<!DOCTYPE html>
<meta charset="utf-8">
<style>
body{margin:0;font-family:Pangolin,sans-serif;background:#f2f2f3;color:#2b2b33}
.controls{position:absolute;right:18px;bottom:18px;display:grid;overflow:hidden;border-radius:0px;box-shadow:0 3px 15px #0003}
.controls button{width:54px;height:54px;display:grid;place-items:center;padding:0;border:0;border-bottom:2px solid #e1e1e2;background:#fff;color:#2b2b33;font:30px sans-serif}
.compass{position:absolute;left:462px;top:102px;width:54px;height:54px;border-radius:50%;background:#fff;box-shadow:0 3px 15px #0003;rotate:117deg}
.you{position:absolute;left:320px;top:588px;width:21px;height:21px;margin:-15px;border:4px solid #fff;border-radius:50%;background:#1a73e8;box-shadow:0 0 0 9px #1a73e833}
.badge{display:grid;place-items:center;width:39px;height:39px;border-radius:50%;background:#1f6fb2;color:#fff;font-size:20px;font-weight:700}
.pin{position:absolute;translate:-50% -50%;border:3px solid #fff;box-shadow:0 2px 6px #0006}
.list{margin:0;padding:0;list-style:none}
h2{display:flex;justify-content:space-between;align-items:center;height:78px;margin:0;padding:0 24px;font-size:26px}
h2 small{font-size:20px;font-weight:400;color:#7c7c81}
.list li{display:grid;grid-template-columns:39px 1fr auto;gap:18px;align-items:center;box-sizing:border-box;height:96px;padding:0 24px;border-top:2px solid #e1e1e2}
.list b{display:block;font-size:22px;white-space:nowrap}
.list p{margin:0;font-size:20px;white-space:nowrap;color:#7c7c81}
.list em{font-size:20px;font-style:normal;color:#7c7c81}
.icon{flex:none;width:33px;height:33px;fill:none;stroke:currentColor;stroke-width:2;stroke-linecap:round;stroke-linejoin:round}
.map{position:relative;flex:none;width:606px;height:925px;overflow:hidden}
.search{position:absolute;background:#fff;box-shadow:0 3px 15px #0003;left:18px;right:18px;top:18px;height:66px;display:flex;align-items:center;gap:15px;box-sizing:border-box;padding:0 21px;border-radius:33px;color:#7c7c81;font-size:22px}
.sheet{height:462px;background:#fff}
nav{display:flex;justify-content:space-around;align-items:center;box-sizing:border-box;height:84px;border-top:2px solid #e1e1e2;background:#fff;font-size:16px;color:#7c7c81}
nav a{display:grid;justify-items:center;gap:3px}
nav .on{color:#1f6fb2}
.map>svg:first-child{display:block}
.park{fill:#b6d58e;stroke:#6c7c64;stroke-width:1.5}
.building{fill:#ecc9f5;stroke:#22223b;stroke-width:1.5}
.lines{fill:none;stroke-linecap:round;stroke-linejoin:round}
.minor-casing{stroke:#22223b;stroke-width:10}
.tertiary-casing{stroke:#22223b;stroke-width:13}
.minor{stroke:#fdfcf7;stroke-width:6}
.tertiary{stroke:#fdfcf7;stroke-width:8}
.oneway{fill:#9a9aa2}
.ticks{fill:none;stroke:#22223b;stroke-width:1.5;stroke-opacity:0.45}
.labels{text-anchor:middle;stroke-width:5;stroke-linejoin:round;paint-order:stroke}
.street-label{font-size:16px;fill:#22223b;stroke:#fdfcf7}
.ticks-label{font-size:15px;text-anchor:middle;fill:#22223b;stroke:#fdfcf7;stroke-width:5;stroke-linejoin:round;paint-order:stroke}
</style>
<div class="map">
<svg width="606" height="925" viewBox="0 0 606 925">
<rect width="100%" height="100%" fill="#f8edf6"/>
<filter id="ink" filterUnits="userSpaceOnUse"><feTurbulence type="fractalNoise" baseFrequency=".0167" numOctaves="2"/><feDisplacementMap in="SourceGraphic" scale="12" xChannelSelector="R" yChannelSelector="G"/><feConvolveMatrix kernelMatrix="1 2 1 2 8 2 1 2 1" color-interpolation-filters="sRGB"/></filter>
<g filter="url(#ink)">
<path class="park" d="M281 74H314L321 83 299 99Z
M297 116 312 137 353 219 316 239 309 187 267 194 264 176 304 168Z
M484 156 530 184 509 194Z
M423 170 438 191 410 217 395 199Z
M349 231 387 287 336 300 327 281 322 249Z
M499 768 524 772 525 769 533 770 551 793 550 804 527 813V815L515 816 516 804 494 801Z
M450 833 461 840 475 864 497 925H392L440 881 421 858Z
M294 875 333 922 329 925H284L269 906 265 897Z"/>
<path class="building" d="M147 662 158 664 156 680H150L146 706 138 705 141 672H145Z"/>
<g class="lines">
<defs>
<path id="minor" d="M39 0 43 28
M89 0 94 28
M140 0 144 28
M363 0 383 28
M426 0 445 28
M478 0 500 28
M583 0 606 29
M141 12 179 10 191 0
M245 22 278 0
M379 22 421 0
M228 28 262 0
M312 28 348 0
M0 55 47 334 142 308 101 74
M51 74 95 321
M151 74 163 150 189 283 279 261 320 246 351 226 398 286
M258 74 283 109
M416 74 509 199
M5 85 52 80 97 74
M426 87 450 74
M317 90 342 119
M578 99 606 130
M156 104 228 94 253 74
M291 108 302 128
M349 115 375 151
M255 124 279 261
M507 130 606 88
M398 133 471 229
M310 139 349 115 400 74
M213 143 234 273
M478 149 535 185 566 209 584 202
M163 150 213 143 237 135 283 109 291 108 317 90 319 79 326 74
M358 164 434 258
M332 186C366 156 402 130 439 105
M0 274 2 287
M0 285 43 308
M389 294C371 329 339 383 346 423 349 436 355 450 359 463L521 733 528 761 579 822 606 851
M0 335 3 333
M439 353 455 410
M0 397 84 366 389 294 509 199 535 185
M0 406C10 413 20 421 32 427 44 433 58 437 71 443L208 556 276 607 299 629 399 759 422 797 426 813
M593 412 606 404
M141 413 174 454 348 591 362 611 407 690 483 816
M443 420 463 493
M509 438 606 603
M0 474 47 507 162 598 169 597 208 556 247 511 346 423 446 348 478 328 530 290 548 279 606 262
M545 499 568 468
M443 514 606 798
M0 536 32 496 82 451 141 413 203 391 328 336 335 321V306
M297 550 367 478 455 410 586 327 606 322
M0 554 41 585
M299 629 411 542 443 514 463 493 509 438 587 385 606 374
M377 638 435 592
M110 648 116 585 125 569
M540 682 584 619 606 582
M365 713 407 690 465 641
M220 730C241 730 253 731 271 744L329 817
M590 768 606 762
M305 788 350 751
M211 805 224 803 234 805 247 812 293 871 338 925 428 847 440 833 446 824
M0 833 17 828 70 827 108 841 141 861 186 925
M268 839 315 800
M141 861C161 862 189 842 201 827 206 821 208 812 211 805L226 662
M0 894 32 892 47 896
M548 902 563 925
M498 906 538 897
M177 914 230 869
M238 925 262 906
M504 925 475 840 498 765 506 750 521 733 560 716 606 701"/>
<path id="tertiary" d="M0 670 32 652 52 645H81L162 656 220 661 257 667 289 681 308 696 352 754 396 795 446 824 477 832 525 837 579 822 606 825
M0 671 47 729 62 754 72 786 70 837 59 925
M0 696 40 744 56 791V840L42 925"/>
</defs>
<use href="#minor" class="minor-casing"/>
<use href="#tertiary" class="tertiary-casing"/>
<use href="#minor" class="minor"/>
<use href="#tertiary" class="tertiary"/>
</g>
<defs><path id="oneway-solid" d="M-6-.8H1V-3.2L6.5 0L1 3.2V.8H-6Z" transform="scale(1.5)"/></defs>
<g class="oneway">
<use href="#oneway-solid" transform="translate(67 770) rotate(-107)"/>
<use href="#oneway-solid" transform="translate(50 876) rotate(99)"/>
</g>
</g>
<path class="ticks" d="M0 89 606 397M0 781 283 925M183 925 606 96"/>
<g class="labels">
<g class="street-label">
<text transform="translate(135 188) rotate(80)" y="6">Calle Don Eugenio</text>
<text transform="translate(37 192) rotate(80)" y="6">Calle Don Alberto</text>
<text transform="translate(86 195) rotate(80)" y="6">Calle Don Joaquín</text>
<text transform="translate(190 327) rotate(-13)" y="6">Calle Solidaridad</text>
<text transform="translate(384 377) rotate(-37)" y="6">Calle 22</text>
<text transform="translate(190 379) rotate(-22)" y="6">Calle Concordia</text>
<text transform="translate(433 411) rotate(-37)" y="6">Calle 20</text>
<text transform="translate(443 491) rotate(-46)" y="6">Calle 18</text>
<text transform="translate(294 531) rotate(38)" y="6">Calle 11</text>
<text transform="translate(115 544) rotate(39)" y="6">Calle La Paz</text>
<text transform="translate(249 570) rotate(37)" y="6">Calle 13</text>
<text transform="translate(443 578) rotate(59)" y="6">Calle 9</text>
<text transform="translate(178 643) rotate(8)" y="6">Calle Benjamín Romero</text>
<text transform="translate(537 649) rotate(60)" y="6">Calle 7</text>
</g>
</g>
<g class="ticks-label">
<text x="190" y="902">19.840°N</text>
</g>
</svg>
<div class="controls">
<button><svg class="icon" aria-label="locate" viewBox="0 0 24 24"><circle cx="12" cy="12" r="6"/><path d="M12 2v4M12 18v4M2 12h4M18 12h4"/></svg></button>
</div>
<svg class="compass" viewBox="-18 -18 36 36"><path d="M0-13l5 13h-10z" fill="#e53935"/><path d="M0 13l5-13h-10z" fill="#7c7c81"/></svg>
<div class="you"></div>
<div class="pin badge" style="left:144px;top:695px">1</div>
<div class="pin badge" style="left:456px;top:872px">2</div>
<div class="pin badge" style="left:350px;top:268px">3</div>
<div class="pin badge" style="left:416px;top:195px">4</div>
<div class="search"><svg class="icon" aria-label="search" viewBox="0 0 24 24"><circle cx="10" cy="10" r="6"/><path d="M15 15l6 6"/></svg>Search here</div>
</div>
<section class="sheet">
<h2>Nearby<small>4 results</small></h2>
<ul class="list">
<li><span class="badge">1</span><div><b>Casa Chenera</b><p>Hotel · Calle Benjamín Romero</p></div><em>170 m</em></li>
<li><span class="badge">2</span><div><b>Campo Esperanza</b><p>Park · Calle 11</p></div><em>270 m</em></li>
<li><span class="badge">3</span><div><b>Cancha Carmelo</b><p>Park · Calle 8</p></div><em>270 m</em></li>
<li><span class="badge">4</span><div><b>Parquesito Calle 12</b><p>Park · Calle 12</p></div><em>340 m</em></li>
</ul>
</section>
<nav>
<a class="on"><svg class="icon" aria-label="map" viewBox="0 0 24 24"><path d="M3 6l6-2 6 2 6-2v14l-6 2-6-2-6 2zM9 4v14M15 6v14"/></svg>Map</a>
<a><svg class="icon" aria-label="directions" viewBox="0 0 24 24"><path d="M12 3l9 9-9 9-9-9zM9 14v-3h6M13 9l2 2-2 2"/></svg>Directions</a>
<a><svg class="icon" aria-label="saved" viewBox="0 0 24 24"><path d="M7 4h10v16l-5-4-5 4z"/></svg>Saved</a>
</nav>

### Task objective:
Copy every line from the material in which the word "casing" can be found.

### Response for this exercise:
.minor-casing{stroke:#22223b;stroke-width:10}
.tertiary-casing{stroke:#22223b;stroke-width:13}
<use href="#minor" class="minor-casing"/>
<use href="#tertiary" class="tertiary-casing"/>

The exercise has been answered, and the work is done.